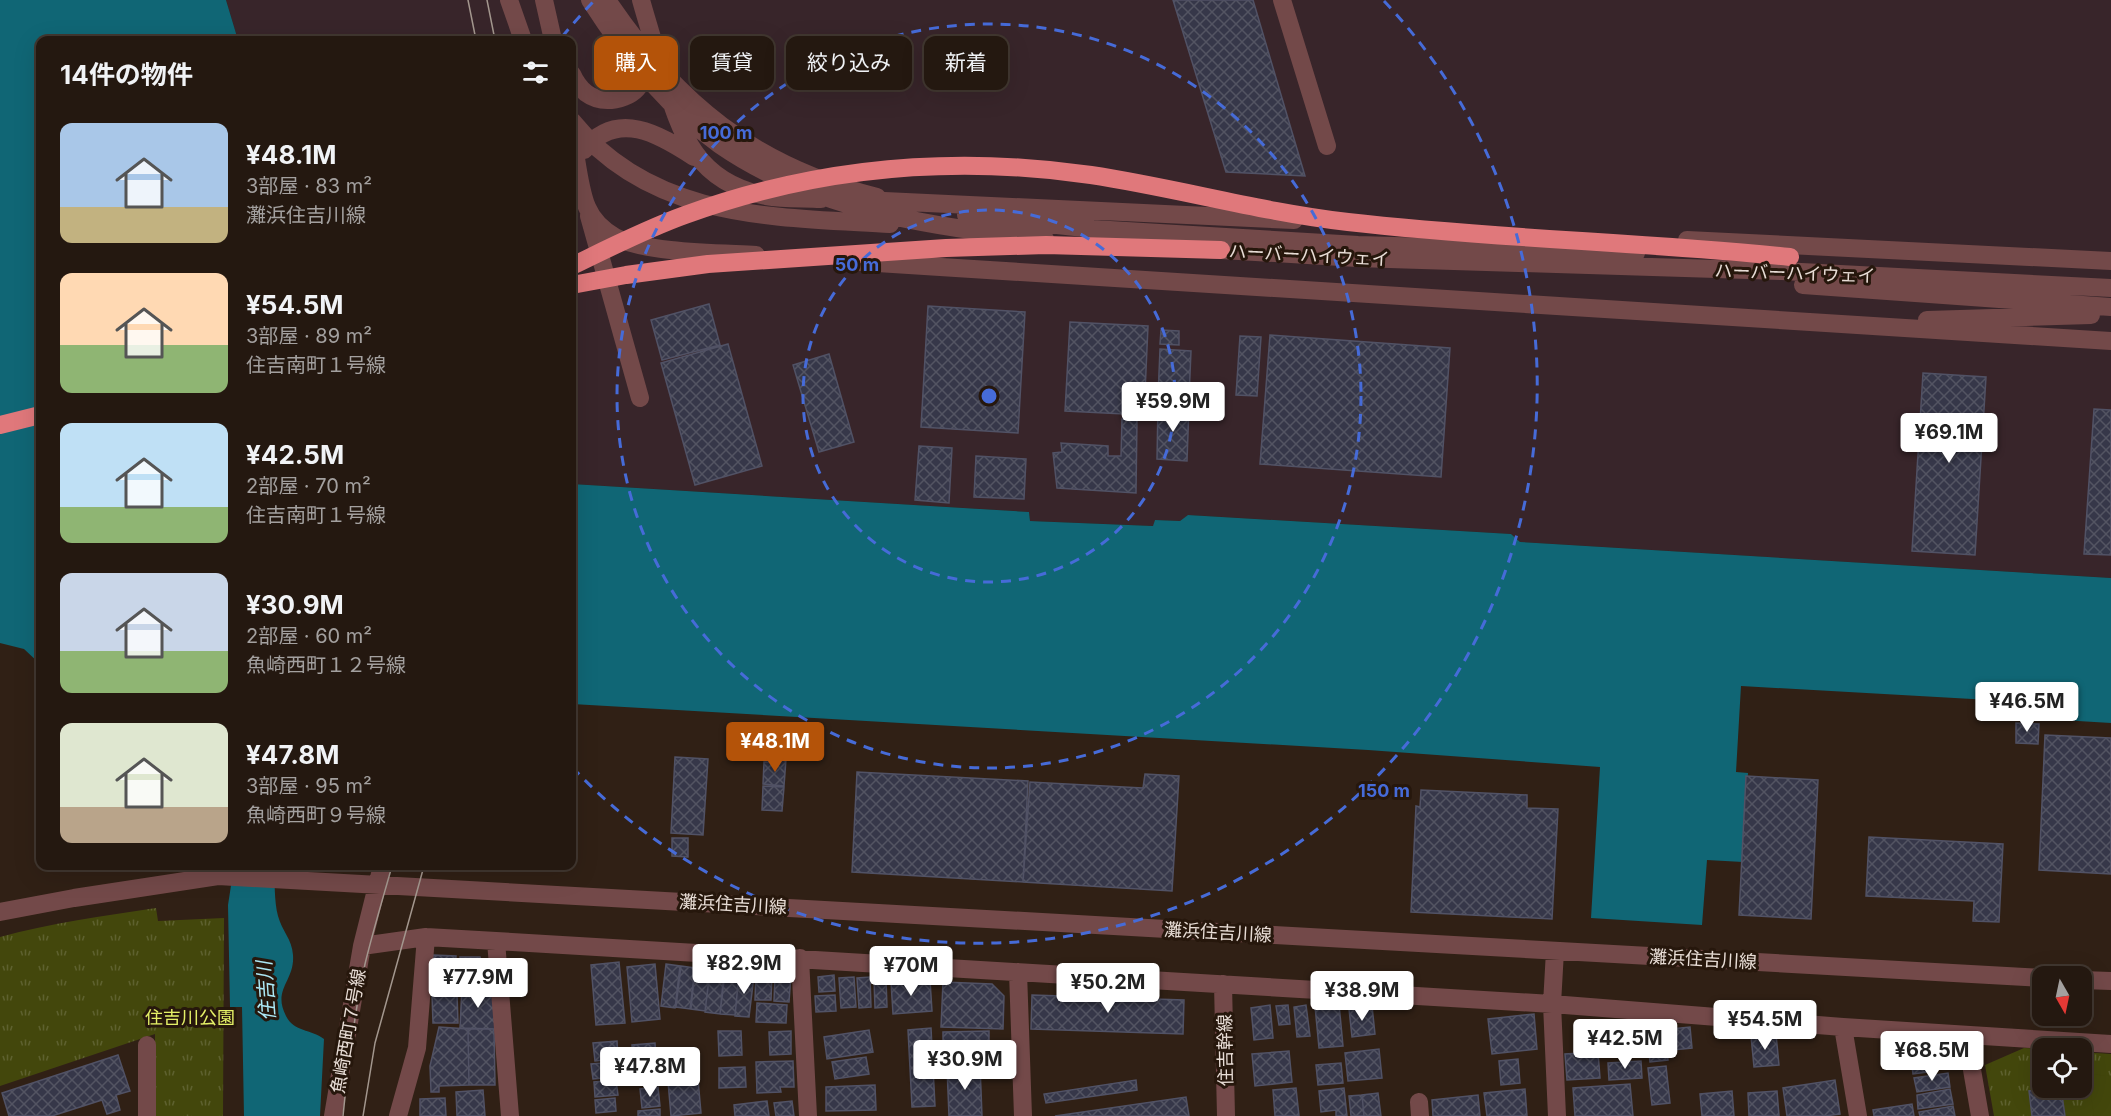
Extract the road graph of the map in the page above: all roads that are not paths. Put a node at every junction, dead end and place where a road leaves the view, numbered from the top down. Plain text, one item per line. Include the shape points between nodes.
1 (508, 0) edge
2 (544, 0) edge
3 (590, 0) edge
4 (607, 0) edge
5 (1282, 0) edge
6 (642, 3) edge
7 (522, 36) edge
8 (552, 36) edge
9 (576, 80) edge
10 (576, 125) edge
11 (1327, 146) dead end
12 (576, 156) edge
13 (706, 165) junction
14 (578, 167) junction
15 (586, 206) junction
16 (1536, 231) junction
17 (1773, 244) junction
18 (1252, 246) junction
19 (1221, 250) junction
20 (1790, 257) junction
21 (2111, 261) edge
22 (576, 264) edge
23 (2111, 274) edge
24 (576, 284) edge
25 (2111, 288) edge
26 (1974, 297) junction
27 (2111, 307) edge
28 (2111, 315) edge
29 (1806, 323) junction
30 (2111, 342) edge
31 (640, 398) dead end
32 (36, 417) edge
33 (0, 425) edge
34 (381, 870) edge
35 (0, 912) edge
36 (426, 937) junction
37 (496, 941) junction
38 (362, 946) junction
39 (1555, 951) junction
40 (800, 958) junction
41 (1018, 972) junction
42 (2032, 977) edge
43 (2092, 980) edge
44 (2111, 981) edge
45 (1223, 984) junction
46 (1552, 1004) junction
47 (1843, 1026) junction
48 (1966, 1035) junction
49 (2111, 1044) edge
50 (147, 1045) dead end
51 (147, 1116) edge
52 (333, 1116) edge
53 (398, 1116) edge
54 (510, 1116) edge
55 (808, 1116) edge
56 (1023, 1116) edge
57 (1226, 1116) edge
58 (1557, 1116) edge
59 (1858, 1116) edge
60 (1980, 1116) edge

1 - 7 street
2 - 8 street
3 - 19 street, ハーバーハイウェイ via 633,61 690,121 753,165 829,198 908,219 999,234
4 - 20 street, ハーバーハイウェイ via 645,53 700,110 729,133 761,153 834,185 912,206 1046,225 1358,245
5 - 11 street
6 - 9 street via 646,64 641,82 632,93 601,100 587,93
6 - 13 street via 675,117 693,152
10 - 18 street via 601,153 627,171 688,200 727,210
12 - 14 street
13 - 14 street via 664,137 629,129 595,137 584,150
13 - 16 street via 741,188 787,198
14 - 15 street
15 - 29 street via 594,219 615,237 653,247
15 - 31 street
16 - 17 street
16 - 18 street
17 - 21 street
17 - 26 street
18 - 26 street
19 - 24 highway via 1046,245 946,248 708,264
19 - 25 street, ハーバーハイウェイ
20 - 22 highway via 1350,222 1285,214 1093,176 1018,167 947,165 848,174 761,191 686,214
20 - 23 street, ハーバーハイウェイ
26 - 27 street
28 - 29 street
29 - 30 street
32 - 33 highway
34 - 38 street, 魚崎西町７号線
35 - 39 street, 灘浜住吉川線 via 218,876
36 - 37 street
36 - 38 street
36 - 53 street via 417,1048
37 - 40 street
37 - 54 street
38 - 52 street, 魚崎西町７号線
39 - 42 street, 灘浜住吉川線
39 - 46 street
40 - 41 street
40 - 55 street
41 - 45 street
41 - 56 street
43 - 44 street
45 - 46 street
45 - 57 street, 住吉幹線
46 - 47 street
46 - 58 street
47 - 48 street
47 - 59 street
48 - 49 street
48 - 60 street
50 - 51 street

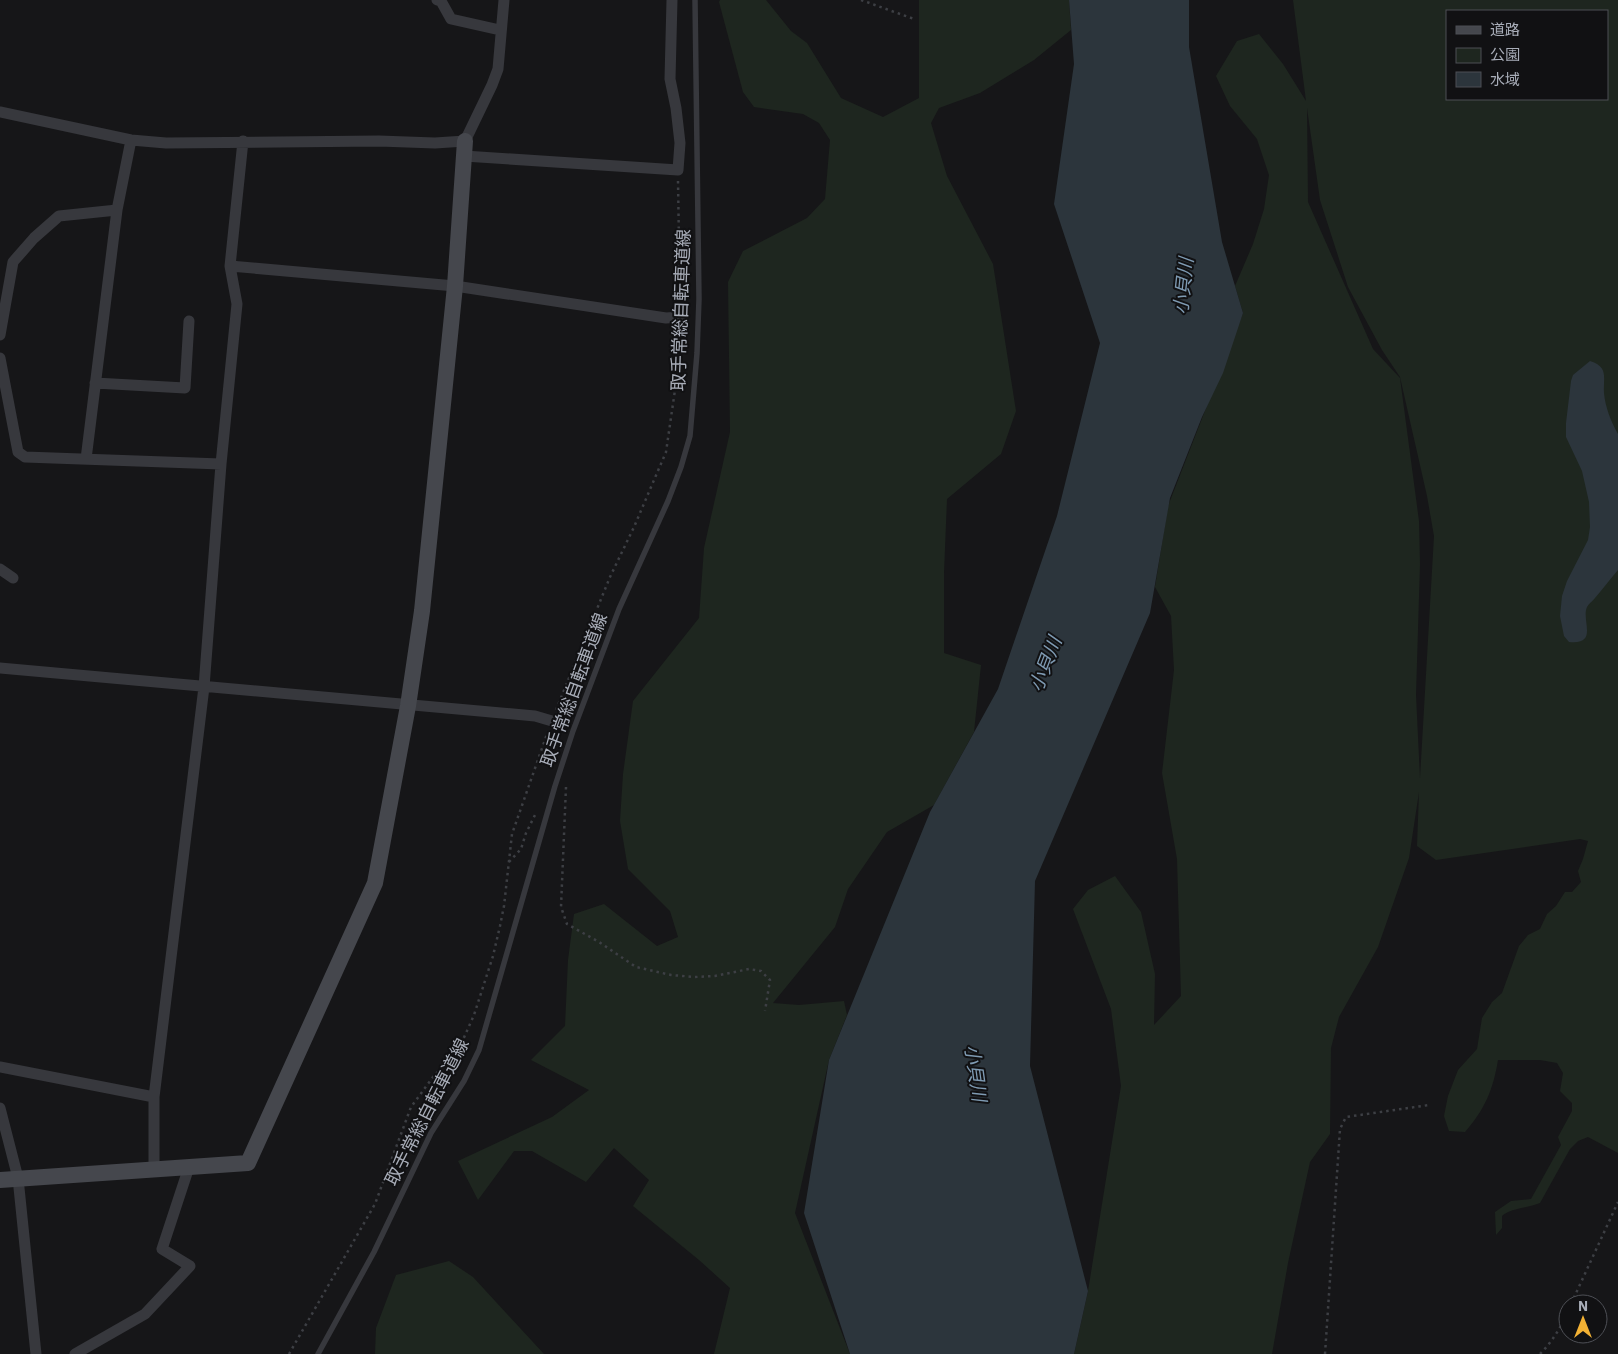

++++

EXERCISE GOAL:
Only an exact copy of the records, free of images, belongs in the answer.

RESULT OF THE EXERCISE:
Extract the road graph of the map in the page above: all roads that are not paths. Put a node at every junction, dead end and place where a road leaves the view, numbered from the top down. Plain text, one item per line. Include the shape points between nodes.
1 (508, 0) edge
2 (544, 0) edge
3 (590, 0) edge
4 (607, 0) edge
5 (1282, 0) edge
6 (642, 3) edge
7 (522, 36) edge
8 (552, 36) edge
9 (576, 80) edge
10 (576, 125) edge
11 (1327, 146) dead end
12 (576, 156) edge
13 (706, 165) junction
14 (578, 167) junction
15 (586, 206) junction
16 (1536, 231) junction
17 (1773, 244) junction
18 (1252, 246) junction
19 (1221, 250) junction
20 (1790, 257) junction
21 (2111, 261) edge
22 (576, 264) edge
23 (2111, 274) edge
24 (576, 284) edge
25 (2111, 288) edge
26 (1974, 297) junction
27 (2111, 307) edge
28 (2111, 315) edge
29 (1806, 323) junction
30 (2111, 342) edge
31 (640, 398) dead end
32 (36, 417) edge
33 (0, 425) edge
34 (381, 870) edge
35 (0, 912) edge
36 (426, 937) junction
37 (496, 941) junction
38 (362, 946) junction
39 (1555, 951) junction
40 (800, 958) junction
41 (1018, 972) junction
42 (2032, 977) edge
43 (2092, 980) edge
44 (2111, 981) edge
45 (1223, 984) junction
46 (1552, 1004) junction
47 (1843, 1026) junction
48 (1966, 1035) junction
49 (2111, 1044) edge
50 (147, 1045) dead end
51 (147, 1116) edge
52 (333, 1116) edge
53 (398, 1116) edge
54 (510, 1116) edge
55 (808, 1116) edge
56 (1023, 1116) edge
57 (1226, 1116) edge
58 (1557, 1116) edge
59 (1858, 1116) edge
60 (1980, 1116) edge

1 - 7 street
2 - 8 street
3 - 19 street, ハーバーハイウェイ via 633,61 690,121 753,165 829,198 908,219 999,234
4 - 20 street, ハーバーハイウェイ via 645,53 700,110 729,133 761,153 834,185 912,206 1046,225 1358,245
5 - 11 street
6 - 9 street via 646,64 641,82 632,93 601,100 587,93
6 - 13 street via 675,117 693,152
10 - 18 street via 601,153 627,171 688,200 727,210
12 - 14 street
13 - 14 street via 664,137 629,129 595,137 584,150
13 - 16 street via 741,188 787,198
14 - 15 street
15 - 29 street via 594,219 615,237 653,247
15 - 31 street
16 - 17 street
16 - 18 street
17 - 21 street
17 - 26 street
18 - 26 street
19 - 24 highway via 1046,245 946,248 708,264
19 - 25 street, ハーバーハイウェイ
20 - 22 highway via 1350,222 1285,214 1093,176 1018,167 947,165 848,174 761,191 686,214
20 - 23 street, ハーバーハイウェイ
26 - 27 street
28 - 29 street
29 - 30 street
32 - 33 highway
34 - 38 street, 魚崎西町７号線
35 - 39 street, 灘浜住吉川線 via 218,876
36 - 37 street
36 - 38 street
36 - 53 street via 417,1048
37 - 40 street
37 - 54 street
38 - 52 street, 魚崎西町７号線
39 - 42 street, 灘浜住吉川線
39 - 46 street
40 - 41 street
40 - 55 street
41 - 45 street
41 - 56 street
43 - 44 street
45 - 46 street
45 - 57 street, 住吉幹線
46 - 47 street
46 - 58 street
47 - 48 street
47 - 59 street
48 - 49 street
48 - 60 street
50 - 51 street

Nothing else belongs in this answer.